Page 3: Finite and Infinite Limits as x Approaches Infinity

This page covers the behavior of functions as x approaches infinity, discussing both finite and infinite limits in this context.

For finite limits as x approaches infinity, the notation is:

lim f(x) = l x→∞

Definition: A function has a finite limit at infinity if its values approach a specific number l as x grows arbitrarily large.

Highlight: When a function has a finite limit at infinity, the line y = l becomes a horizontal asymptote of the function.

The page then moves on to infinite limits as x approaches infinity, using the notation:

lim f(x) = +∞ or lim f(x) = -∞ x→∞ x→∞

Vocabulary: Limite che tende a infinito esercizi svolti refers to solved exercises involving limits as x approaches infinity, which are crucial for understanding this concept.

The page provides examples of different scenarios, including limits approaching positive infinity, negative infinity, and cases where the limit depends on the direction of approach (x→+∞ or x→-∞).

Example: lim √(x) = +∞ as x→+∞, demonstrating that the square root function grows without bound as x increases. x→+∞

Page 4: One-Sided Limits and Limit Existence

The final page discusses one-sided limits and the conditions for the existence of a limit. It introduces the concepts of right-hand and left-hand limits.

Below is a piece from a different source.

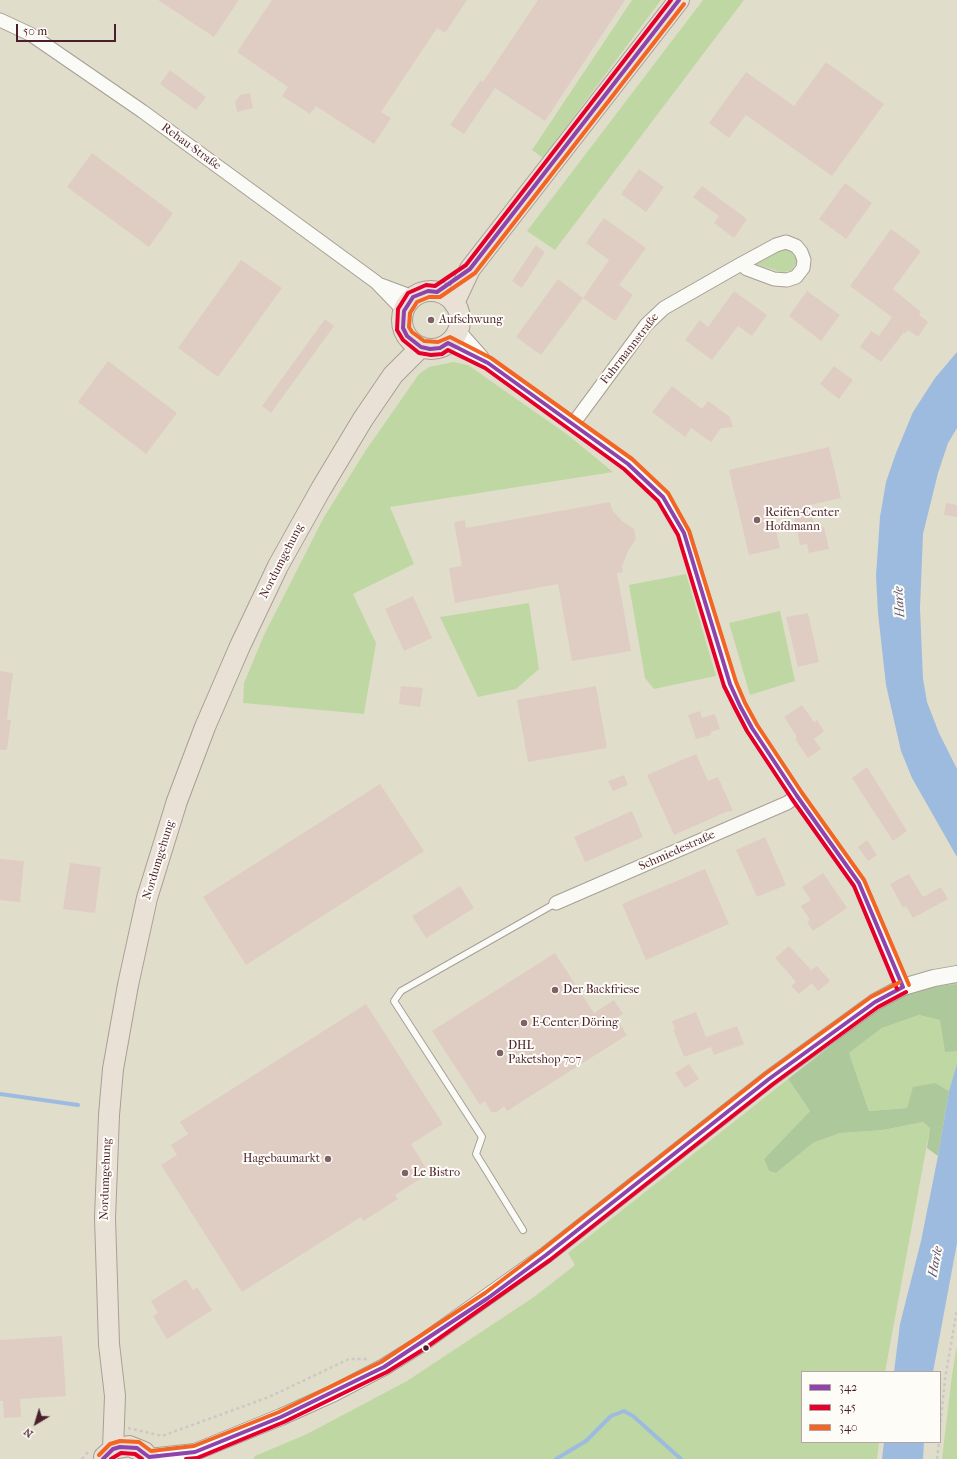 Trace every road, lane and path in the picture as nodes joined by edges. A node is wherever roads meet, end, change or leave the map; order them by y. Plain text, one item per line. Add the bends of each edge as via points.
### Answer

Definition: A right-hand limit is the limit of a function as x approaches a value from the right, while a left-hand limit approaches from the left.

The notation for one-sided limits is:

lim+ f(x) (right-hand limit) x→x₀

lim- f(x) (left-hand limit) x→x₀

Highlight: For a limit to exist, both the left-hand and right-hand limits must exist and be equal.

The page explains that if the one-sided limits are not equal, mathematicians say that the limit does not exist.

Example: An example is provided where lim+ f(x) = 4 as x→1, but lim- f(x) does not exist as x→1, resulting in the non-existence of the overall limit.

Vocabulary: Definizione rigorosa di limite encompasses the formal definition of limits, including the concepts of one-sided limits and limit existence.

This page emphasizes the importance of considering both sides when evaluating limits, especially for functions with discontinuities or different behaviors on either side of a point.